Ulivi secchi nel Salento. Nel riquadro tre varianti del fungo "neofusicoccum mediterraneum"

Pubblichiamo questo intervento che Giovanni Seclì, in qualità di esponente dell’associazione “Forum ambiente e salute” di Lecce, ha invito sotto forma di lettera alla Regione Puglia, al Cnr di Bari e all’Unisalento.

di Giovanni SECLÌ*

Il silenzio delle istituzioni regionali – per loro responsabilità, dei media, degli enti di ricerca, o di chi altro? – ha accompagnato la pubblicazione su PATHOGENS MDPI gennaio 2022 della ricerca su NEOFUSICOCCUM mediterraneum is involved in a twig and branch diebak of olive trees observed in Salento. In essa alcuni studiosi (che hanno già indagato la fitopatogenicità della xylella) analizzano l’incidenza di tale fungo nel disseccamento degli ulivi in piante negative a Xylella, a seguito delle indagini condotte in alcune campagne del brindisino e del tarantino nel 2019. Tale miceto insieme ad altri (Neofusicoccum parvum, Phaeomoniellum, Phaeoacremonium, etc) era stato inserito in pubblicazioni precedenti, tra i fattori imputabili del disseccamento, osservato già a partire dal 2007; quindi all’interno della fitopatogenicità del Co.Di.R.O. Successivamente l’attenzione, l’indagine e l’imputazione del disseccamento si è unidirezionata solo su Xylella, trascurando di approfondire il ruolo di altre eziofitopatie, soprattutto funginee. Recentemente i media regionali hanno rilanciato la diagnosi Xylella pauca, proveniente dal Costarica, quale causa del disseccamento, pur essendo ormai ufficialmente accreditata da anni; strano, in quanto ciò aggiunge nulla in termini di conoscenza, analisi e possibili strategie di contrasto.

Ignorato invece lo studio precitato; da esso emerge che il Neofusicoccum m. risulta gravemente nocivo per l’ulivo, anche per la velocità maggiore con cui la pianta perviene al disseccamento, rispetto alla Xylella, di cui comunque presenta sintomi analoghi e ugualmente deleteri.

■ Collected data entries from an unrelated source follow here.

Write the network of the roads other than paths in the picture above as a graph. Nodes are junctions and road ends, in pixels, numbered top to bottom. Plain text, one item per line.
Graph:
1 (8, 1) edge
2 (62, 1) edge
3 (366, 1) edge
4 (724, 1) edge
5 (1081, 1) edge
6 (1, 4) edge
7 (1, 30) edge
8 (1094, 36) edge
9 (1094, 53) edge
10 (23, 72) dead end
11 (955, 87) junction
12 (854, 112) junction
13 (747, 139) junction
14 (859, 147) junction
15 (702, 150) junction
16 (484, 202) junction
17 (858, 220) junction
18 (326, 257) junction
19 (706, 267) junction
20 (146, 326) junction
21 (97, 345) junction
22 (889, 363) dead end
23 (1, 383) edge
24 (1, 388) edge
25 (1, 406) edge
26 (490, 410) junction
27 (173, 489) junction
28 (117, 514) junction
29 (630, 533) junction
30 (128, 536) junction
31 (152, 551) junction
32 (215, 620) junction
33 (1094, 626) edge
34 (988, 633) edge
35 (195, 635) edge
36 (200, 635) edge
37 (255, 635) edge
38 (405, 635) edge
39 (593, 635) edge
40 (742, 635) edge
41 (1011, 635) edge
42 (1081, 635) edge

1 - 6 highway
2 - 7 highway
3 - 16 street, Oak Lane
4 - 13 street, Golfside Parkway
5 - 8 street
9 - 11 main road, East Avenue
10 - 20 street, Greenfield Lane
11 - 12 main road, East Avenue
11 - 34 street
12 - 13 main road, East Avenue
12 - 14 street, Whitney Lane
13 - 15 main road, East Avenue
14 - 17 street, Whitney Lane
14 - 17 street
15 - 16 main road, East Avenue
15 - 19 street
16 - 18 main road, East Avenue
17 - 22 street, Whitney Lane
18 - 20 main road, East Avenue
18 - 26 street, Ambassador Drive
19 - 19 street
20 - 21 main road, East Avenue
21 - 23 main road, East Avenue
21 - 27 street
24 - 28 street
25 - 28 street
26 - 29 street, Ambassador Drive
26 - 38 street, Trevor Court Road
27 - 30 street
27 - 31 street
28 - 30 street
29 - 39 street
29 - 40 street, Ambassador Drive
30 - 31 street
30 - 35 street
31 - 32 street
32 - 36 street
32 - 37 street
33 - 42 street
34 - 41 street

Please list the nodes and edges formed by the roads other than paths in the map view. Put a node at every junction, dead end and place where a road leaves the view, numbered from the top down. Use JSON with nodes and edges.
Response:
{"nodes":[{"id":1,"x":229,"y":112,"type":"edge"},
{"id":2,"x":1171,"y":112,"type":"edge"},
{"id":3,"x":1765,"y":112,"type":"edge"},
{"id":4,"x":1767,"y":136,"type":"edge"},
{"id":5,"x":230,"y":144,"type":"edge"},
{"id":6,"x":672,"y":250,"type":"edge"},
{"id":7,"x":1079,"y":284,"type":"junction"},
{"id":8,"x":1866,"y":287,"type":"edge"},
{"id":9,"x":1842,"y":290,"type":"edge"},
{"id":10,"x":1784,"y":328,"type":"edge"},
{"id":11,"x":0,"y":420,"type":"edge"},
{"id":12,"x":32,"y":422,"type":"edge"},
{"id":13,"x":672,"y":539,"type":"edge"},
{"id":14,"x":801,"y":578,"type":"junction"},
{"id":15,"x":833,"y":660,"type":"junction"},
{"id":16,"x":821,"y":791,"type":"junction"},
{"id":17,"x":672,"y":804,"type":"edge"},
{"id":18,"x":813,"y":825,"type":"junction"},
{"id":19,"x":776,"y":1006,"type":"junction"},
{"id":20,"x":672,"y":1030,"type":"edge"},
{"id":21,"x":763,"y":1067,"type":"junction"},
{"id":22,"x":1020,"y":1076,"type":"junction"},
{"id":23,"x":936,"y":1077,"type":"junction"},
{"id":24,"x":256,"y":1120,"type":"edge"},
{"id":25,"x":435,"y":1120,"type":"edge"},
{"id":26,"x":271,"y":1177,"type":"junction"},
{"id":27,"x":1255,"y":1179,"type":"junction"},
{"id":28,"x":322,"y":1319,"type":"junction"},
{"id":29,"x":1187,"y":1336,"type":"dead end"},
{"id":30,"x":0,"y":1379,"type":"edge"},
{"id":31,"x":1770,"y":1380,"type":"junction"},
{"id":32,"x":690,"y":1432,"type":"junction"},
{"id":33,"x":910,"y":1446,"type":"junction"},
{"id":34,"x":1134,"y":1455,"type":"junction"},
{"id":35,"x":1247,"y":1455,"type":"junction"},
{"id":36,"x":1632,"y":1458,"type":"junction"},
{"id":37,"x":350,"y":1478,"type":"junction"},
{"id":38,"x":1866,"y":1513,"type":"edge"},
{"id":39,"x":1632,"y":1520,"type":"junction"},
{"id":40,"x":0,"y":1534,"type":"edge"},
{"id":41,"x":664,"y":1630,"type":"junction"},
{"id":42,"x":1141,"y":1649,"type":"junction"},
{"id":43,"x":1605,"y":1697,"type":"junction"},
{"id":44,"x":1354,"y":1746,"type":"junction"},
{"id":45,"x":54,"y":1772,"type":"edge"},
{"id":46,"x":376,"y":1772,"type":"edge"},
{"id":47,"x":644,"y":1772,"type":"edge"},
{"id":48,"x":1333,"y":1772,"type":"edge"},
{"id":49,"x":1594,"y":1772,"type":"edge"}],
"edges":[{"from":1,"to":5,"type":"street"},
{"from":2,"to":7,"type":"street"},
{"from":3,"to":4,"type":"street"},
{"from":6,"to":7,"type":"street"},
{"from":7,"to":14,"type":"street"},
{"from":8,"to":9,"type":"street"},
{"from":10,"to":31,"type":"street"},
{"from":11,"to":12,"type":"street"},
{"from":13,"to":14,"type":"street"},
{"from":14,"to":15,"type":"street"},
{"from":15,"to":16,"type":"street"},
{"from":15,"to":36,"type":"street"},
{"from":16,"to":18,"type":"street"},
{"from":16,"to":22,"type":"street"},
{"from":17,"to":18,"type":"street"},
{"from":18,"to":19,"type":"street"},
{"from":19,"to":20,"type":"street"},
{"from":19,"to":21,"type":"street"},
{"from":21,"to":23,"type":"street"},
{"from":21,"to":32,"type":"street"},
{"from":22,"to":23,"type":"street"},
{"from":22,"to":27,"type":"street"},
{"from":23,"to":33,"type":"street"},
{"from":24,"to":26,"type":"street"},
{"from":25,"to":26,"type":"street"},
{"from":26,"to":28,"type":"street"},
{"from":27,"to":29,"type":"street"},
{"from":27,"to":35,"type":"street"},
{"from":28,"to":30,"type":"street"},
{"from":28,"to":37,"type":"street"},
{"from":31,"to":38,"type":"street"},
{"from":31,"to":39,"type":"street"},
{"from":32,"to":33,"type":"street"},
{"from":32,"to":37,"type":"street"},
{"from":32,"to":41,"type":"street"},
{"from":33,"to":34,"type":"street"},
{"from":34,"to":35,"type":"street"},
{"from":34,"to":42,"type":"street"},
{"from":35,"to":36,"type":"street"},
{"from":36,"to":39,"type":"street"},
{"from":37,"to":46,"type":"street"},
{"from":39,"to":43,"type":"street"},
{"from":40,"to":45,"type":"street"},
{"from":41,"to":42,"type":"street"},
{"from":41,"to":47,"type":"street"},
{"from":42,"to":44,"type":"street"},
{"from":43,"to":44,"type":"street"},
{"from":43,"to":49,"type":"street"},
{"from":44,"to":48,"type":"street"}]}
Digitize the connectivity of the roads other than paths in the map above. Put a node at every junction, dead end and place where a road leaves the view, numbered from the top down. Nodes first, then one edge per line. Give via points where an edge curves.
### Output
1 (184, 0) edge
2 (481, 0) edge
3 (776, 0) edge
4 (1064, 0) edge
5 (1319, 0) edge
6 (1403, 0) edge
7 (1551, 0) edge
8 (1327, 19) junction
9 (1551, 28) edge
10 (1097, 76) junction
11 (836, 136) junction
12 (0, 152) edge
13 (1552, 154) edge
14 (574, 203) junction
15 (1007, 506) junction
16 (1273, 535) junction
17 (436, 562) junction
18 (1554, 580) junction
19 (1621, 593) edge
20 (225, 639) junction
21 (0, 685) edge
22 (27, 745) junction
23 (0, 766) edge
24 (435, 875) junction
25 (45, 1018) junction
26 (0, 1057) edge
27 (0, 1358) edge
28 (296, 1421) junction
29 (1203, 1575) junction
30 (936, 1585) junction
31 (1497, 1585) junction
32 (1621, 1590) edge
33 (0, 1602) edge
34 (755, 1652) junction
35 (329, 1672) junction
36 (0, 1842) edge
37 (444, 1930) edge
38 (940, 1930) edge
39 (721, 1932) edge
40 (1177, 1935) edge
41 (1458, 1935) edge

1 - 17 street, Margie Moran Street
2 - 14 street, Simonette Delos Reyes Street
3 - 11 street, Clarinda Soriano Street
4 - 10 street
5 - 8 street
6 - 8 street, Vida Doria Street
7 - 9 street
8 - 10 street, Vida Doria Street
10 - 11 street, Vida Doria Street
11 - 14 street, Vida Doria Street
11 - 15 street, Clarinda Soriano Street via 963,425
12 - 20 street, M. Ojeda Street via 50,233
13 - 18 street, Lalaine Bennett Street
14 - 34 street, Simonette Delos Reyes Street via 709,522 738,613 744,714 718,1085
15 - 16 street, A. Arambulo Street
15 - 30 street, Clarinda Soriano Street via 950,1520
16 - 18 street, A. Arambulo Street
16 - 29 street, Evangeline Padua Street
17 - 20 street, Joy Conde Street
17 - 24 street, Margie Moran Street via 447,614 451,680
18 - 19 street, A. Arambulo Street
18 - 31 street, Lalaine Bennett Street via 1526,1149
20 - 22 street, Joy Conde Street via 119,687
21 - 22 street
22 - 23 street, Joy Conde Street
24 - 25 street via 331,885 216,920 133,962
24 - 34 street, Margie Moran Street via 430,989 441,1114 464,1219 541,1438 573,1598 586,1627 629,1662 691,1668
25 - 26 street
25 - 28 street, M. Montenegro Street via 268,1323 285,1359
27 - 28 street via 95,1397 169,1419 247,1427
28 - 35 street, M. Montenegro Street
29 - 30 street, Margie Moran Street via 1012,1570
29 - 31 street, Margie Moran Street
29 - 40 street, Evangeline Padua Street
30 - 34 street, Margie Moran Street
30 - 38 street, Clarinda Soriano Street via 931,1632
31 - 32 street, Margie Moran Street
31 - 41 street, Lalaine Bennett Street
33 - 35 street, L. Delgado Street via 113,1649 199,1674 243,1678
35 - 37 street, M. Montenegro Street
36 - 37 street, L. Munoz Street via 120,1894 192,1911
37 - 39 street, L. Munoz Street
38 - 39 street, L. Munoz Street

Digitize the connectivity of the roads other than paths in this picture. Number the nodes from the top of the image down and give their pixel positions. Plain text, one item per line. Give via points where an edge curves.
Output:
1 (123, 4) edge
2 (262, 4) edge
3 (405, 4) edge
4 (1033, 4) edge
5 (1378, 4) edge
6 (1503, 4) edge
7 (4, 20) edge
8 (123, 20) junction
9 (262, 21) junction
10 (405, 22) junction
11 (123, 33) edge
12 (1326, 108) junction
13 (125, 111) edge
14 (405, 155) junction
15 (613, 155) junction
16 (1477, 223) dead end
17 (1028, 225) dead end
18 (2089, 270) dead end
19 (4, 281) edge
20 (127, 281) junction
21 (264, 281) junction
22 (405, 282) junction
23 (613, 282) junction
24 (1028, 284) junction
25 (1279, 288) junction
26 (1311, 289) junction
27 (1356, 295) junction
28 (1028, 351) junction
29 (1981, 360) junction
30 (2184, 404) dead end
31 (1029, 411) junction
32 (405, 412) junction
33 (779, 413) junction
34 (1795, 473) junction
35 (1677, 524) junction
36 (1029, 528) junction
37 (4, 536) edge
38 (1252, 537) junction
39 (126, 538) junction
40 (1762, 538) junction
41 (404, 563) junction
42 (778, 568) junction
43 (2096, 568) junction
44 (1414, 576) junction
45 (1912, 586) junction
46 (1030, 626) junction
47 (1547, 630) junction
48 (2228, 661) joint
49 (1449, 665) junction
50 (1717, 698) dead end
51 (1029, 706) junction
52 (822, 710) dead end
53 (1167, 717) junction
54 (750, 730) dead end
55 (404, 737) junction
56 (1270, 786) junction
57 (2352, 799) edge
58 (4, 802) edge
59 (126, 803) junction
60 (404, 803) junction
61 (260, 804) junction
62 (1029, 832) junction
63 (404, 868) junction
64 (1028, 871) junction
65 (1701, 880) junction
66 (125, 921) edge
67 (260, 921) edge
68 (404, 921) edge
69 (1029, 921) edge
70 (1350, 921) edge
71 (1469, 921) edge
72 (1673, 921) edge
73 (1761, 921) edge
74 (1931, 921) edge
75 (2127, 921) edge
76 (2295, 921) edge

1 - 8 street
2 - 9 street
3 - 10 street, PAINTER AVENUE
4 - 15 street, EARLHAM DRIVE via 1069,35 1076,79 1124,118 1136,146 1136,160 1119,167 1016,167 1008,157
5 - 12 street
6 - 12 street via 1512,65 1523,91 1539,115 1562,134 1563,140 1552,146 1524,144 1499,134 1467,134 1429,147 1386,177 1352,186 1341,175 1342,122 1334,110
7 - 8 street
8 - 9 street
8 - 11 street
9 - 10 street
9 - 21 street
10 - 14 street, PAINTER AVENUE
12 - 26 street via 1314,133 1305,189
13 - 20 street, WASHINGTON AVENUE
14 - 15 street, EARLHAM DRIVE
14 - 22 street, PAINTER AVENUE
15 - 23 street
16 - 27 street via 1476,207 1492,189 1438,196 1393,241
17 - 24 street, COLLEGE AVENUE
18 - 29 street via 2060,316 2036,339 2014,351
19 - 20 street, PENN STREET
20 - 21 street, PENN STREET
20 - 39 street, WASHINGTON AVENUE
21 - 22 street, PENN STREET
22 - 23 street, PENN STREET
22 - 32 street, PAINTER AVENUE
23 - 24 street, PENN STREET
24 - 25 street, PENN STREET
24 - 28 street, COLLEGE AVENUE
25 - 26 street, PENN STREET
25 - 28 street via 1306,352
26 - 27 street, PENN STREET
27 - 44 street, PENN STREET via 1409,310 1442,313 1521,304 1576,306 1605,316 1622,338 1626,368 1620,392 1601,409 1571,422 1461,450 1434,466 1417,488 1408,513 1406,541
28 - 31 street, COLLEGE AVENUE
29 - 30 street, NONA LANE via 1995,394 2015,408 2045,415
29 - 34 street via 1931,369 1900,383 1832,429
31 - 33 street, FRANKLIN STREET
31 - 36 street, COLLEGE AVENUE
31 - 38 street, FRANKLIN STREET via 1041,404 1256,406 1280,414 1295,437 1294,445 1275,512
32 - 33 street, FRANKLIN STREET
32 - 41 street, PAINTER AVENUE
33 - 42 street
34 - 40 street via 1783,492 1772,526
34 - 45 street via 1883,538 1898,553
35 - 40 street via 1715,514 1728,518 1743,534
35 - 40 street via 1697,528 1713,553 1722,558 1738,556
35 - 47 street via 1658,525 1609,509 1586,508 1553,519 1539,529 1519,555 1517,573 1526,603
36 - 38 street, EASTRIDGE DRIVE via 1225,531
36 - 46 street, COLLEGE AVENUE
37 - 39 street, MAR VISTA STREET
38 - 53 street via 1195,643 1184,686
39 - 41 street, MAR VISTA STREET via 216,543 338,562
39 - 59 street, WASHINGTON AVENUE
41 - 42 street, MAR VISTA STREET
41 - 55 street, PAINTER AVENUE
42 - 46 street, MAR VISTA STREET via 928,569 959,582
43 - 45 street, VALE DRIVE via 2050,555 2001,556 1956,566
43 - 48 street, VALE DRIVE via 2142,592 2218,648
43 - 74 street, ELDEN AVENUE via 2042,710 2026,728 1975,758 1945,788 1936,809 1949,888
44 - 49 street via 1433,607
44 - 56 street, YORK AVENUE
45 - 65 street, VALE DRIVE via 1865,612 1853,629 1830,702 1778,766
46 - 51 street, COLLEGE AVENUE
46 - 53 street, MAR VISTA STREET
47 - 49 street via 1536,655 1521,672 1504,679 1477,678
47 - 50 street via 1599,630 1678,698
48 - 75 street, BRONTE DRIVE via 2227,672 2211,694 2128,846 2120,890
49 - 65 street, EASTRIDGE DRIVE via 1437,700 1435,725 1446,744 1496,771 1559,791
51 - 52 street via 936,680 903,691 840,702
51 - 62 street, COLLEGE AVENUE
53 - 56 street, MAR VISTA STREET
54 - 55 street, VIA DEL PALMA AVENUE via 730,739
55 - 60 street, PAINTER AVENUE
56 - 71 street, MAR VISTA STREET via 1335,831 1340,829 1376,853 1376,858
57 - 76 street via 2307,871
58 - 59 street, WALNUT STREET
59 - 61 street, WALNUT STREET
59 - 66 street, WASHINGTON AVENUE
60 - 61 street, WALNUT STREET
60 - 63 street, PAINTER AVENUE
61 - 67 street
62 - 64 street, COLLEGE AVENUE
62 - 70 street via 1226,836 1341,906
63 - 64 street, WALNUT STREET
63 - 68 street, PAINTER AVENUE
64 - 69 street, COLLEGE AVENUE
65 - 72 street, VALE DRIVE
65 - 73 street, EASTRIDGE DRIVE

Ciò confermerebbe quanto dichiarato dall’ agenzia UE Sanco nel suo audit del 2014 (tra le prime indagini condotte sul Co.Di.R.O -xylella nel Salento), denunciava che – oltre xylella – alcune fitopatie funginee presenti nel Salento da sole possono far disseccare gli ulivi.

Da ciò si potrebbe inoltre ipotizzare che le piante di ulivo sintomatiche in disseccamento, ma negative al batterio xylella, rinvenute già da anni nel Salento leccese (2013: su 1750 ulivi in disseccamento solo 21 positivi a xylella, fonte Sanco; 2014: su 20.000 test solo 600 con xylella, cfr. stampa 6.febr. 2015), potrebbero essere state contagiate dal fungo Neofusicoccum m.; la sua trasmissione via aerea con le spore che aggrediscono la pianta soprattutto nelle operazioni di potatura, in particolare attraverso i grandi  tagli.

Al silenzio relativo a tale recente studio sul miceto – che quindi conferma un allarme già lanciato da anni ma poi ignorato – si accompagna di conseguenza anche quello sulla indicazione delle possibili strategie e pratiche di cura o almeno di contrasto dei sintomi; ciò comporta effetti deleteri che accentuano l’espandersi del disseccamento degli ulivi sul territorio.

E’ doveroso pertanto che Enti e Istituti responsabili si esprimano pubblicamente in merito alla ricerca sul Neofisicoccum m. , confermando oppure smentendo quanto in essa affermato; e nel primo caso segnalando eventuali rimedi fitosanitari. Gli agricoltori e non solo hanno il diritto ad una informazione esaustiva e ponderata (non riservata a pochi studiosi, né abbandonata al pressappochismo dei social), che permetta loro di comprendere le differenti sintomatologie patogene degli ulivi imputabili a xylella, a neofusicoccum o ad altro e agire di conseguenza.